Exercise requirements:
Filter these records by the string "roads", copying each line that holds it.

Exercise material:
=-=-=-=-=

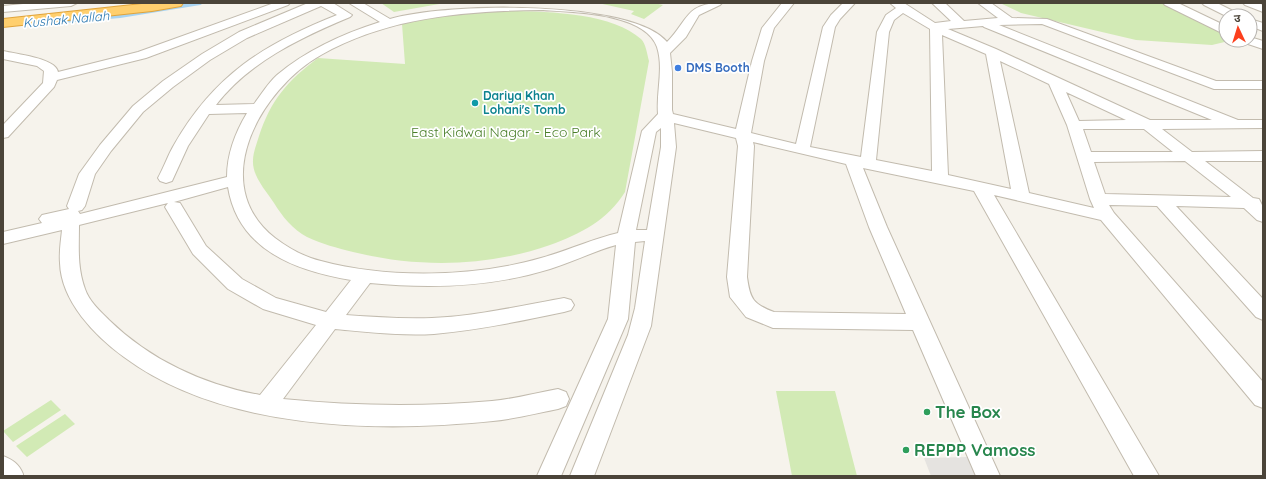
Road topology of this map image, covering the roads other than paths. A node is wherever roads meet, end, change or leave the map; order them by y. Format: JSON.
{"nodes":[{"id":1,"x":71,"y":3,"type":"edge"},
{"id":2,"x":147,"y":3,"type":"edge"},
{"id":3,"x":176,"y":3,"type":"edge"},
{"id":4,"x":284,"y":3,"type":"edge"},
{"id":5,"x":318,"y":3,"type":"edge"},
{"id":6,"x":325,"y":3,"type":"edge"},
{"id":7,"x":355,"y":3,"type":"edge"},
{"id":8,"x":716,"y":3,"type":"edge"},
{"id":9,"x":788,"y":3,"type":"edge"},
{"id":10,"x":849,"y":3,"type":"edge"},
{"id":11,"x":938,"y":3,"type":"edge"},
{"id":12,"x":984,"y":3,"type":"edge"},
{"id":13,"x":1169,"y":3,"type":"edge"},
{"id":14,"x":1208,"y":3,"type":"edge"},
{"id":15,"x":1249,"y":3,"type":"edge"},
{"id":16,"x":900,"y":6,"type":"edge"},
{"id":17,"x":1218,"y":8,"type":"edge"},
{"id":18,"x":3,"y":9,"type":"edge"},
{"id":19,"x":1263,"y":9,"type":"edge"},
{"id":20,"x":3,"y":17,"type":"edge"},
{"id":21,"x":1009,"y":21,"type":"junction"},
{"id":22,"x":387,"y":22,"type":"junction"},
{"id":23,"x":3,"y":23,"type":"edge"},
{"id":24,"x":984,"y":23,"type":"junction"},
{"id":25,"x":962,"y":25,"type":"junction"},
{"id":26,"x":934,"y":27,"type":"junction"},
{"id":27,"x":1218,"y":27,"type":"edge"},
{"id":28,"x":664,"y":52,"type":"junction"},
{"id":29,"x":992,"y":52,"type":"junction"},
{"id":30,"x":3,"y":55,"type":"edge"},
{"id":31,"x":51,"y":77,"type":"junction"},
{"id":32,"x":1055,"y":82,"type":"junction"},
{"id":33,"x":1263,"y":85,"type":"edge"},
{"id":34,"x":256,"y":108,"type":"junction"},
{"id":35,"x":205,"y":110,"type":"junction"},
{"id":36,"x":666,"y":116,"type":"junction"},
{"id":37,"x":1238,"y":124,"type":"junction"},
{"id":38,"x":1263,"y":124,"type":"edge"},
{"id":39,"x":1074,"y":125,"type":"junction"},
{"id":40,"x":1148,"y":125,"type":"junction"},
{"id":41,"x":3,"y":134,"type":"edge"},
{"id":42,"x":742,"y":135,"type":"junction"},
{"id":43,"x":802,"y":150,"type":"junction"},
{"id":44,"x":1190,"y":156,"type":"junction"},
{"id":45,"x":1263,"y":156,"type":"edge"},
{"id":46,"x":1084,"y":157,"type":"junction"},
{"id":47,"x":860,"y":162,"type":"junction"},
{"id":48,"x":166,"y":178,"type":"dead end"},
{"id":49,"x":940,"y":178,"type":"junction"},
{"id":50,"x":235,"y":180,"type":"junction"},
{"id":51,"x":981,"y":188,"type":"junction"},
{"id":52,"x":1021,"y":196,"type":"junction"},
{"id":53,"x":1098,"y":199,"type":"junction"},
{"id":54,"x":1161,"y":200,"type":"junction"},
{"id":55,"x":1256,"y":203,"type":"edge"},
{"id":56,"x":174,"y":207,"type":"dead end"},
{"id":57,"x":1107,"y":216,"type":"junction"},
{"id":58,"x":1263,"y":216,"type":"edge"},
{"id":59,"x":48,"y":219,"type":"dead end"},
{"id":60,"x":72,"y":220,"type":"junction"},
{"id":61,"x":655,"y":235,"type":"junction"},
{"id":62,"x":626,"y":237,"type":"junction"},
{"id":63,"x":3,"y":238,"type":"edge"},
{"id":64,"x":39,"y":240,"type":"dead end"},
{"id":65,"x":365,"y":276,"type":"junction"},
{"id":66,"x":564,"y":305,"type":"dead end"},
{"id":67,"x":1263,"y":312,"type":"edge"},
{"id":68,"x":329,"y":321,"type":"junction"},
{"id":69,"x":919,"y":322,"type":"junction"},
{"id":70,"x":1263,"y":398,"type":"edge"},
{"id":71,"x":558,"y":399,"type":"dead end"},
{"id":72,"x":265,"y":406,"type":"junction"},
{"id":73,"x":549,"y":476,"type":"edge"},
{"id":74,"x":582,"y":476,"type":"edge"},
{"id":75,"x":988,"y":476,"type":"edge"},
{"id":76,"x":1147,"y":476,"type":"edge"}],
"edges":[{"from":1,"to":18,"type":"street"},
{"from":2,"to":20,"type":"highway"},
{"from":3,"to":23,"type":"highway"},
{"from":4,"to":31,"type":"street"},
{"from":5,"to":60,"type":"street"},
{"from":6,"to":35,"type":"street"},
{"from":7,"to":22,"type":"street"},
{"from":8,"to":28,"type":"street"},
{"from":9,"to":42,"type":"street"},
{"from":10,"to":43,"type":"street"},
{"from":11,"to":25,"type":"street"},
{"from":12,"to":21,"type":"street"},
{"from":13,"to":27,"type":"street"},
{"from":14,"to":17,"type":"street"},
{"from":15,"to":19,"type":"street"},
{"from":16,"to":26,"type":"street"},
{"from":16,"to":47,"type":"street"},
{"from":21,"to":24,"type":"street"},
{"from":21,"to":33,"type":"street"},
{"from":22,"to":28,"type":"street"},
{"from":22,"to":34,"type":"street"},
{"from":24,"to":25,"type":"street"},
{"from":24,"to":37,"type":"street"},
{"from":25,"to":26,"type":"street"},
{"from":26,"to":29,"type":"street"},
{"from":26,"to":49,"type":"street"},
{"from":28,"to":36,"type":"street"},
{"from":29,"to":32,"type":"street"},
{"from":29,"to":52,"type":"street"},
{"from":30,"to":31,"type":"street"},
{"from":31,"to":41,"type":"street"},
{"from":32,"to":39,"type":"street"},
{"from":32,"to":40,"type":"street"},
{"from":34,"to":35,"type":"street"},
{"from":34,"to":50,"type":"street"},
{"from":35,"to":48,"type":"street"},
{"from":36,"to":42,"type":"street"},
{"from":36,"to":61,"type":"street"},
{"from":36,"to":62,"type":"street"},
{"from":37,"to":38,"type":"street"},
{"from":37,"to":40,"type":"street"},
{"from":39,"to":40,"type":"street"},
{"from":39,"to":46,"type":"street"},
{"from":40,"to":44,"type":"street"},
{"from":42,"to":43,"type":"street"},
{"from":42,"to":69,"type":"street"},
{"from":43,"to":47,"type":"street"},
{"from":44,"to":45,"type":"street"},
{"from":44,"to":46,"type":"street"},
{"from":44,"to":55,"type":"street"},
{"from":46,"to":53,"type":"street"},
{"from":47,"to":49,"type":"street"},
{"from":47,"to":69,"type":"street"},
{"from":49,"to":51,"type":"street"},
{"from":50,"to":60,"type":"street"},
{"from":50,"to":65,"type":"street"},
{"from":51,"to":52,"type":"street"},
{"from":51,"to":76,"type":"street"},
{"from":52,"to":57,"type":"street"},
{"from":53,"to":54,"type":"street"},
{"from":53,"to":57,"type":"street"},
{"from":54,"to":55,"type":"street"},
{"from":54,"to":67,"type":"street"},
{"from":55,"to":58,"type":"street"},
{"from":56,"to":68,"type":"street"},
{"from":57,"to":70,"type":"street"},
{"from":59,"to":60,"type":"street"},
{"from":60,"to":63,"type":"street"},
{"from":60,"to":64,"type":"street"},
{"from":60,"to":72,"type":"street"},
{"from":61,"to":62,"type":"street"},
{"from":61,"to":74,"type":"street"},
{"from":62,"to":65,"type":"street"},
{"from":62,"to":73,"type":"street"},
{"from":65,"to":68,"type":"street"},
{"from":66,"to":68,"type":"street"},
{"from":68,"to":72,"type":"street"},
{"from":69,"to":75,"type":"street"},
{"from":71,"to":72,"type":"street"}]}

=-=-=-=-=

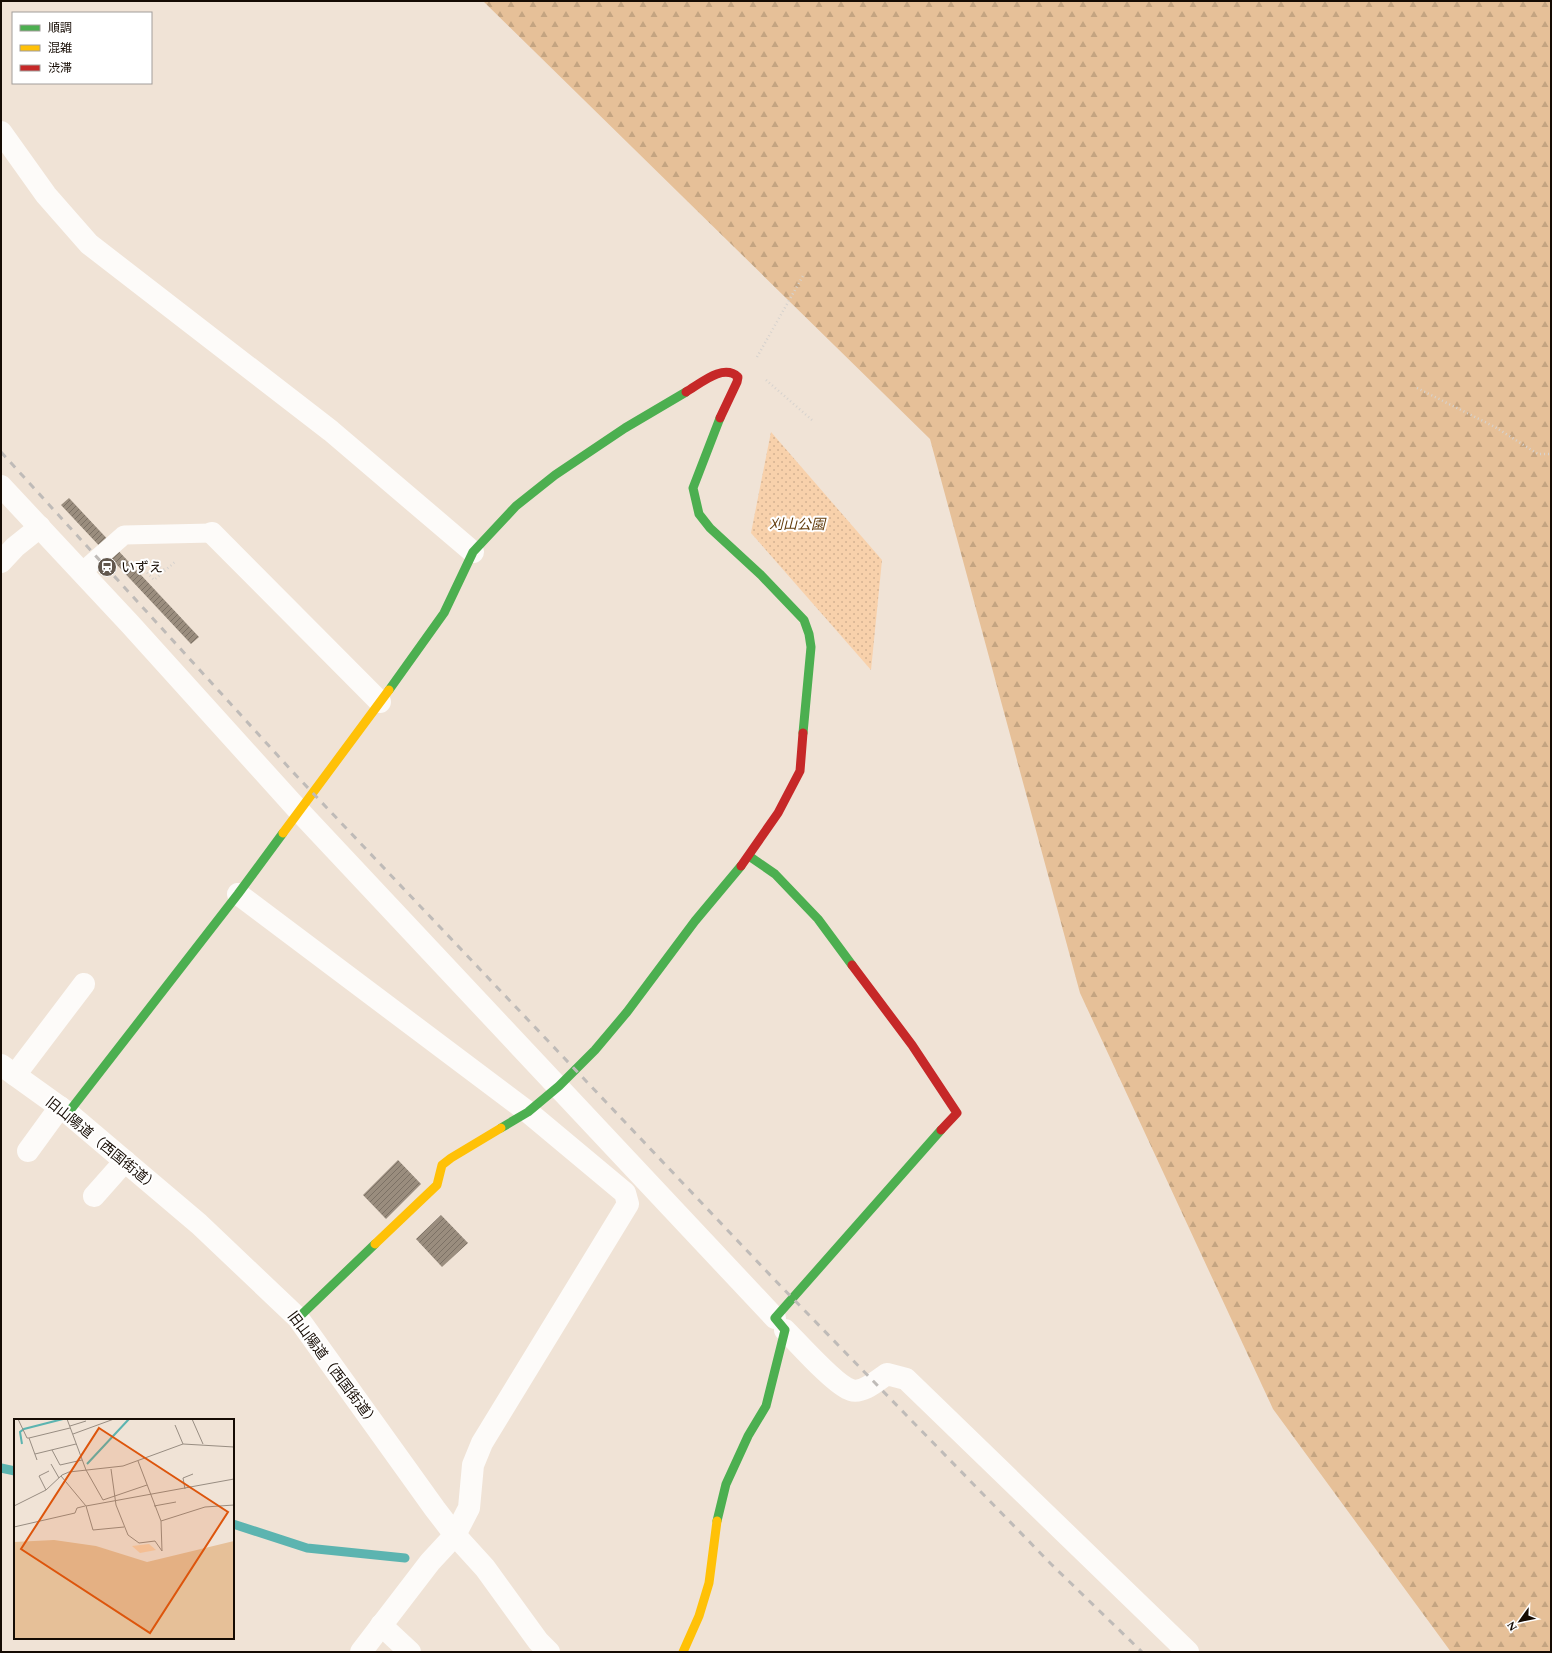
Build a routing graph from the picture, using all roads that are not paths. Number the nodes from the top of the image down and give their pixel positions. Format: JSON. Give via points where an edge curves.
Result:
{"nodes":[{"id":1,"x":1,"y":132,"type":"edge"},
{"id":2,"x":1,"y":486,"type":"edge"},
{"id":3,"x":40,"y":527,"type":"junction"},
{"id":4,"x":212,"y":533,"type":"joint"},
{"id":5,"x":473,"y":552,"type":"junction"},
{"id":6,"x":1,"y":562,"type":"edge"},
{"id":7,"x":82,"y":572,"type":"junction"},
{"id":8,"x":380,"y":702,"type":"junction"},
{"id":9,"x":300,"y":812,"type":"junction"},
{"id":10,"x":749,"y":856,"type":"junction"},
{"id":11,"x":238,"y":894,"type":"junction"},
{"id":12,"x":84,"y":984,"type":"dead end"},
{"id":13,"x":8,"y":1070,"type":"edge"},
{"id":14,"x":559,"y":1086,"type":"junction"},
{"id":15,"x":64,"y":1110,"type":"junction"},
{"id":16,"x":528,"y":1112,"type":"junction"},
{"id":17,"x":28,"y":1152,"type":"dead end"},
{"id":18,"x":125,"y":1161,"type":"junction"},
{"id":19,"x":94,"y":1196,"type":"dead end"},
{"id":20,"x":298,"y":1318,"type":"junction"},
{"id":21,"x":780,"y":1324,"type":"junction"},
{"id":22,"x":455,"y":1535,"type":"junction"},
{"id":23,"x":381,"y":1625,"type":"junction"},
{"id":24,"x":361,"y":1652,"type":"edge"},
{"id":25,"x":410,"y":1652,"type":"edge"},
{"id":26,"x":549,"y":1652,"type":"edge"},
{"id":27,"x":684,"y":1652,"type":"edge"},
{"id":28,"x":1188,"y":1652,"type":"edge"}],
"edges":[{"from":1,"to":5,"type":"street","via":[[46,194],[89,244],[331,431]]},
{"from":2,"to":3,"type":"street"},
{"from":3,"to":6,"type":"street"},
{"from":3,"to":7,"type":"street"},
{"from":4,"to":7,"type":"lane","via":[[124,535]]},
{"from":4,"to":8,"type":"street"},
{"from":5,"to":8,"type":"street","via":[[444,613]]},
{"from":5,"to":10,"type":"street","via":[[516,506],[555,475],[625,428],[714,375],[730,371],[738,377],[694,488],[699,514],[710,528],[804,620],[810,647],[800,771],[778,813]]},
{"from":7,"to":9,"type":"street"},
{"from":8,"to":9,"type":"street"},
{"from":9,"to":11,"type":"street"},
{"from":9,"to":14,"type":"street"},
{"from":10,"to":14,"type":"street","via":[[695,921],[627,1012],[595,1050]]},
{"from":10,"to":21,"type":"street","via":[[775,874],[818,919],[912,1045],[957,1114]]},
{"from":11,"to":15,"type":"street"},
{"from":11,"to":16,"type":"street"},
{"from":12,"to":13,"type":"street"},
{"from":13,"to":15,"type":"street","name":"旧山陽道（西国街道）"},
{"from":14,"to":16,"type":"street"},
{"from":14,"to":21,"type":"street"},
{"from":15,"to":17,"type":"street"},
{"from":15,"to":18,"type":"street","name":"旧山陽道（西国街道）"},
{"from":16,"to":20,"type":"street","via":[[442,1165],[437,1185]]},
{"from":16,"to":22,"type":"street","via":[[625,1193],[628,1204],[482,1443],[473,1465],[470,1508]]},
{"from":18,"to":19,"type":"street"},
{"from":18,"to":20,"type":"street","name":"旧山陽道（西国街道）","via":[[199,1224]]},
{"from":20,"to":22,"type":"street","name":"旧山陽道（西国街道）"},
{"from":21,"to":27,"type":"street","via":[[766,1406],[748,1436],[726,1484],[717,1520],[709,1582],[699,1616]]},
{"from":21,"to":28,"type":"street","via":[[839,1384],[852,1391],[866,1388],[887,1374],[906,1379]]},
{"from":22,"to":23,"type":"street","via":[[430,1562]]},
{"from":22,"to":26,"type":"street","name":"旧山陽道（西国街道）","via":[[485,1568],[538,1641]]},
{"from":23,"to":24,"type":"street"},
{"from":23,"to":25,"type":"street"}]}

=-=-=-=-=

Response to the exercise:
Road topology of this map image, covering the roads other than paths. A node is wherever roads meet, end, change or leave the map; order them by y. Format: JSON.
Build a routing graph from the picture, using all roads that are not paths. Number the nodes from the top of the image down and give their pixel positions. Format: JSON. Give via points where an edge curves.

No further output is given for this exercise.